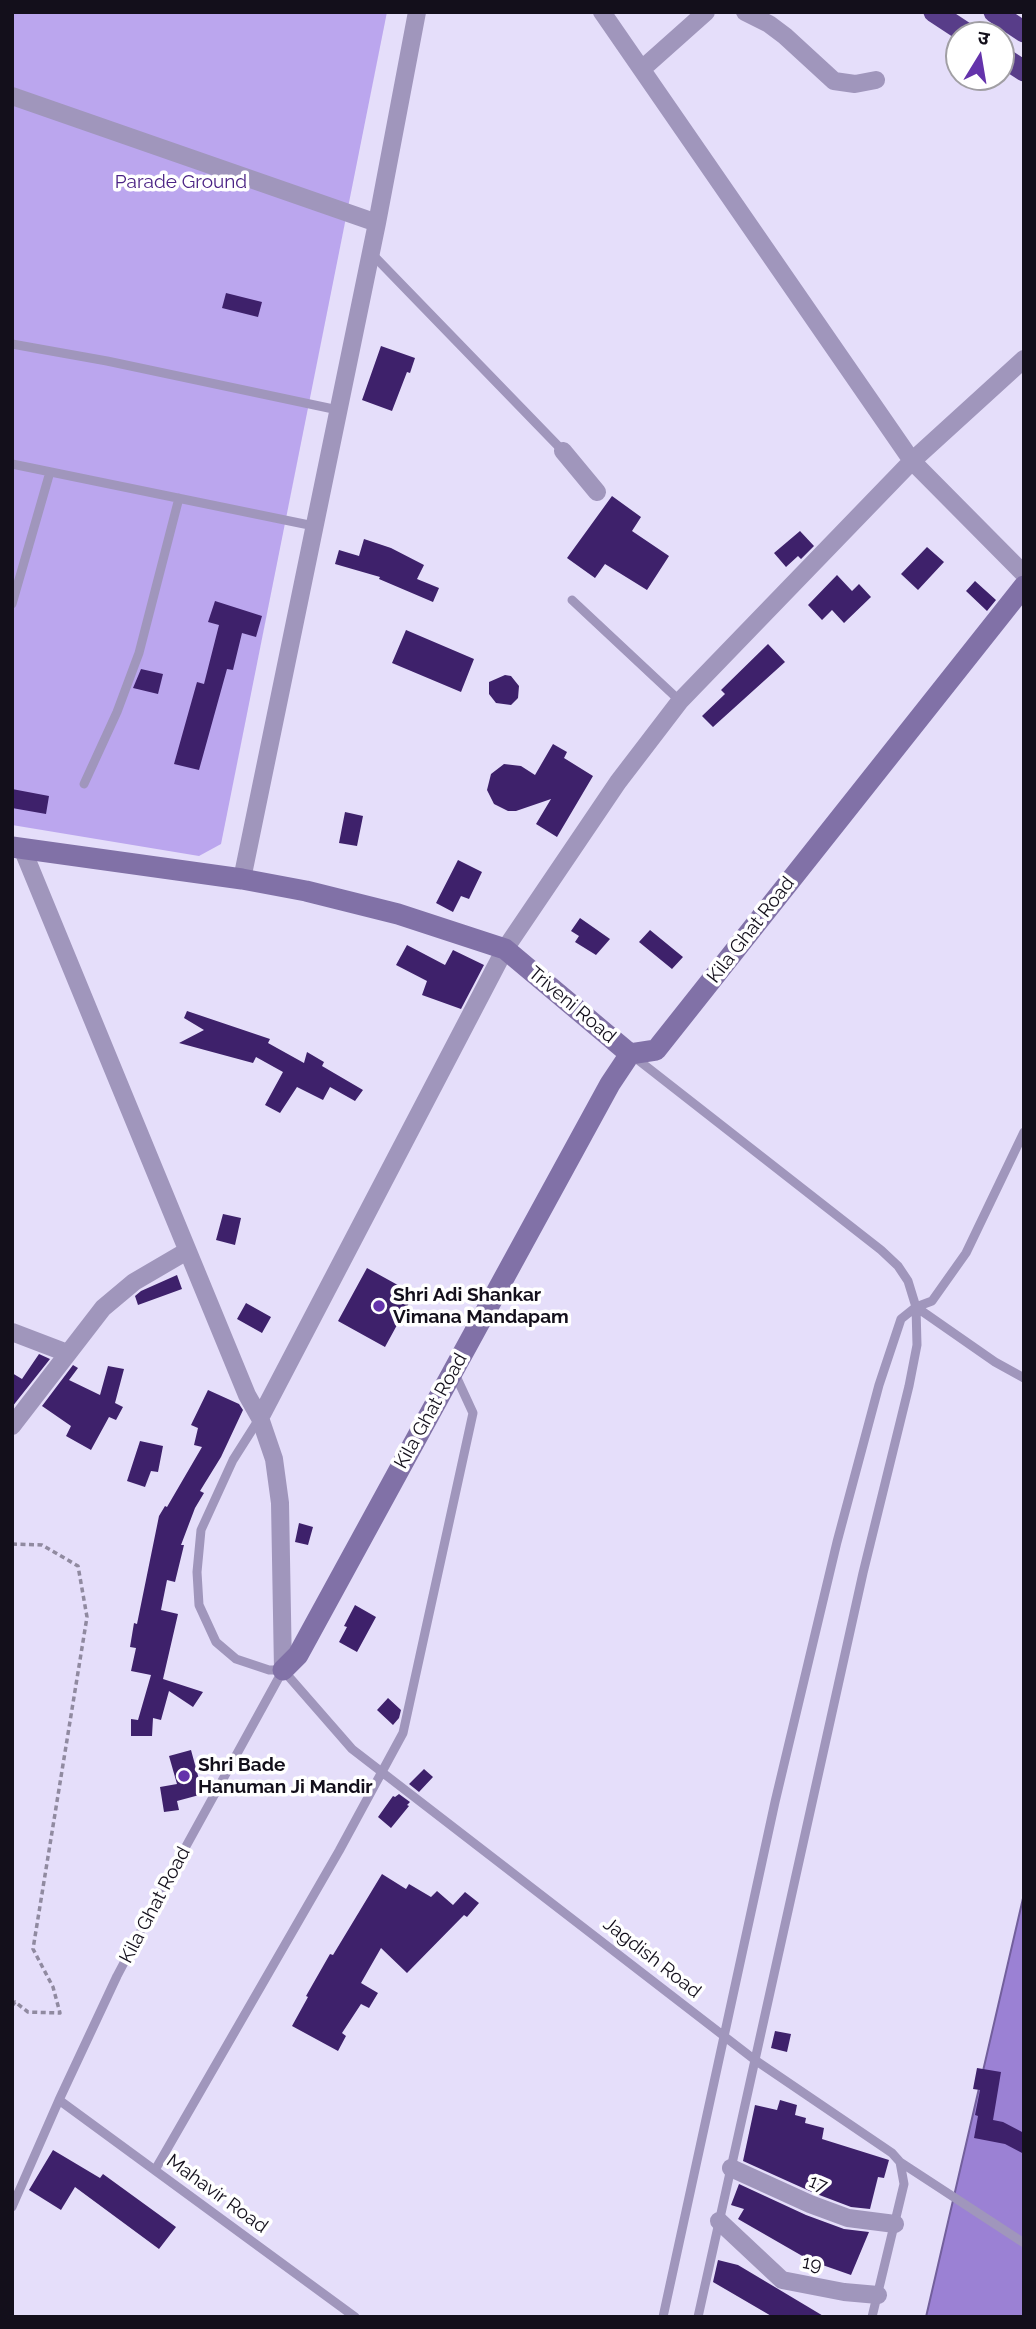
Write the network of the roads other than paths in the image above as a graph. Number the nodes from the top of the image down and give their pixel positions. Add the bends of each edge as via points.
1 (416, 12) edge
2 (602, 12) edge
3 (706, 12) edge
4 (745, 12) edge
5 (994, 12) edge
6 (1024, 32) edge
7 (642, 69) junction
8 (876, 80) dead end
9 (12, 96) edge
10 (377, 223) junction
11 (371, 253) junction
12 (12, 344) edge
13 (1024, 359) edge
14 (338, 410) junction
15 (564, 451) joint
16 (912, 461) junction
17 (12, 464) edge
18 (50, 472) junction
19 (597, 492) dead end
20 (179, 498) junction
21 (314, 526) junction
22 (1024, 574) edge
23 (1024, 586) edge
24 (572, 600) dead end
25 (12, 604) edge
26 (680, 701) junction
27 (84, 784) dead end
28 (17, 847) edge
29 (242, 879) junction
30 (505, 949) junction
31 (630, 1054) junction
32 (1024, 1132) edge
33 (187, 1251) junction
34 (916, 1307) junction
35 (12, 1332) edge
36 (68, 1353) junction
37 (453, 1371) junction
38 (1024, 1378) edge
39 (260, 1418) junction
40 (12, 1426) edge
41 (283, 1670) junction
42 (383, 1772) junction
43 (724, 2035) junction
44 (755, 2060) junction
45 (59, 2100) junction
46 (900, 2162) junction
47 (731, 2168) junction
48 (155, 2170) junction
49 (12, 2207) edge
50 (719, 2221) junction
51 (895, 2224) junction
52 (1024, 2243) edge
53 (878, 2295) junction
54 (355, 2317) edge
55 (663, 2317) edge
56 (698, 2317) edge
57 (872, 2317) edge

1 - 10 street
2 - 7 street
3 - 7 street
4 - 8 street via 785,36 834,80 855,85
5 - 6 highway
7 - 16 street
9 - 10 street
10 - 11 street
11 - 14 street
11 - 15 lane
12 - 14 lane
13 - 16 street
14 - 21 street
15 - 19 street
16 - 22 street
16 - 26 street
17 - 18 lane
18 - 20 lane
18 - 25 lane
20 - 21 lane
20 - 27 lane via 139,653
21 - 29 street
23 - 31 main road, Kila Ghat Road via 656,1050
24 - 26 lane
26 - 30 street via 618,782
28 - 29 main road, Triveni Road
28 - 33 street
29 - 30 main road, Triveni Road via 398,914
30 - 31 main road, Triveni Road
30 - 39 street
31 - 34 lane, Triveni Road via 881,1250 908,1281
31 - 37 main road, Kila Ghat Road
32 - 34 lane via 966,1253 932,1301
33 - 36 street via 134,1282 103,1308
33 - 39 street
34 - 38 lane
34 - 43 lane via 901,1319 837,1542
34 - 44 lane, Triveni Road via 917,1345 909,1386
35 - 36 street
36 - 40 street
37 - 41 main road, Kila Ghat Road via 298,1655
37 - 42 lane via 473,1413 403,1733
39 - 41 street via 274,1460 280,1503
39 - 41 lane via 233,1460 201,1530 199,1605 216,1642 236,1659
41 - 42 lane, Jagdish Road via 352,1749
41 - 45 lane, Kila Ghat Road via 117,1976
42 - 43 lane, Jagdish Road
42 - 48 lane
43 - 44 lane, Jagdish Road
43 - 55 lane
44 - 46 lane, Jagdish Road
44 - 47 lane, Triveni Road
45 - 48 lane, Mahavir Road
45 - 49 lane, Kila Ghat Road
46 - 51 lane via 904,2184
46 - 52 lane, Jagdish Road
47 - 50 lane, Triveni Road
47 - 51 street, 17 via 848,2218
48 - 54 lane, Mahavir Road
50 - 53 street, 19 via 782,2280
50 - 56 lane, Triveni Road
51 - 53 lane
53 - 57 lane

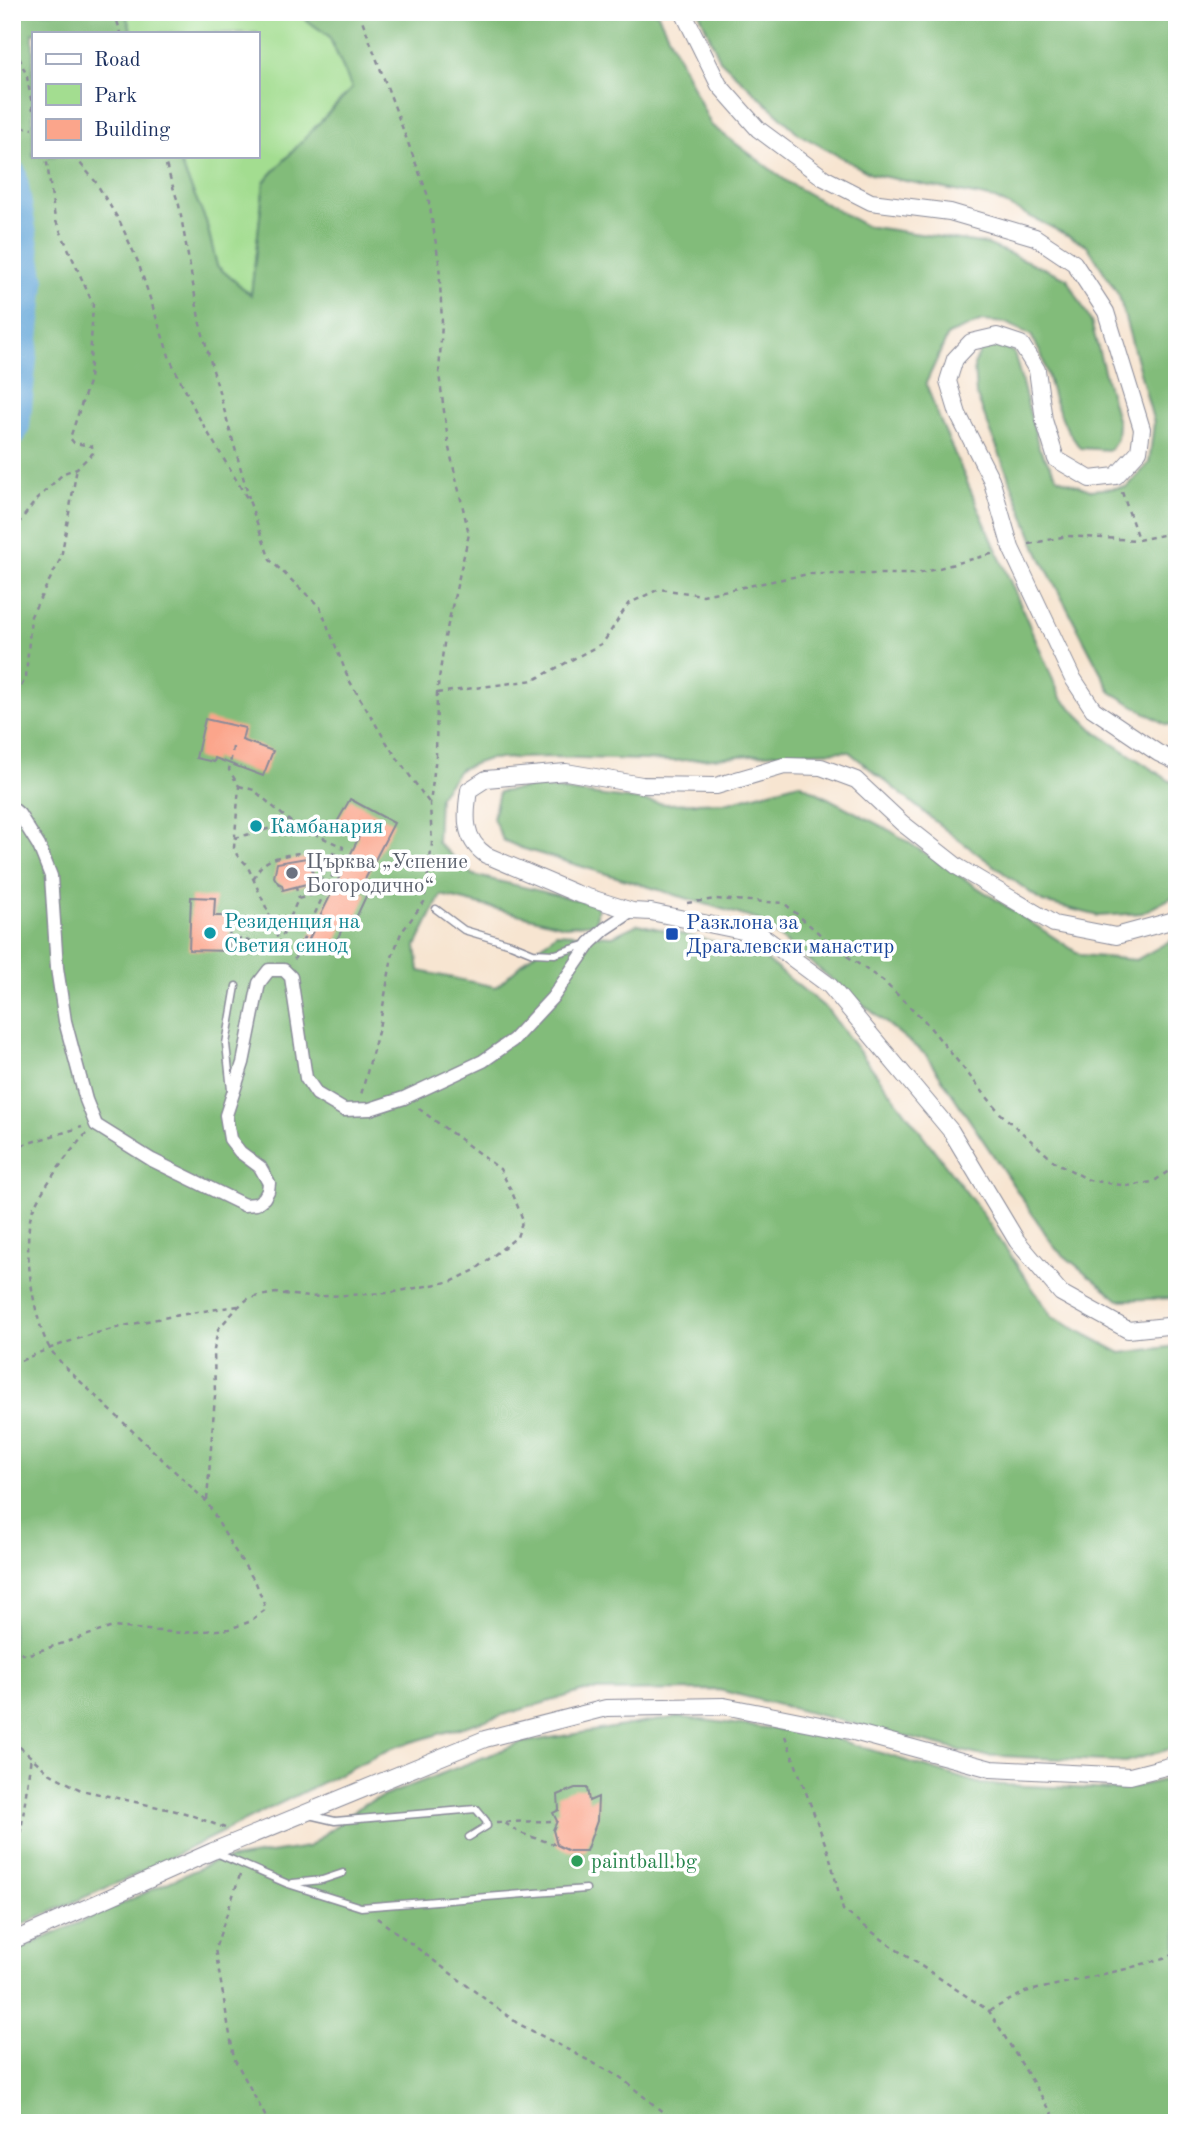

__What the exercise asks__: Read each line of the material, and wherever the word "Jagdish" turns up, copy that line.

__Expected answer__:
41 - 42 lane, Jagdish Road via 352,1749
42 - 43 lane, Jagdish Road
43 - 44 lane, Jagdish Road
44 - 46 lane, Jagdish Road
46 - 52 lane, Jagdish Road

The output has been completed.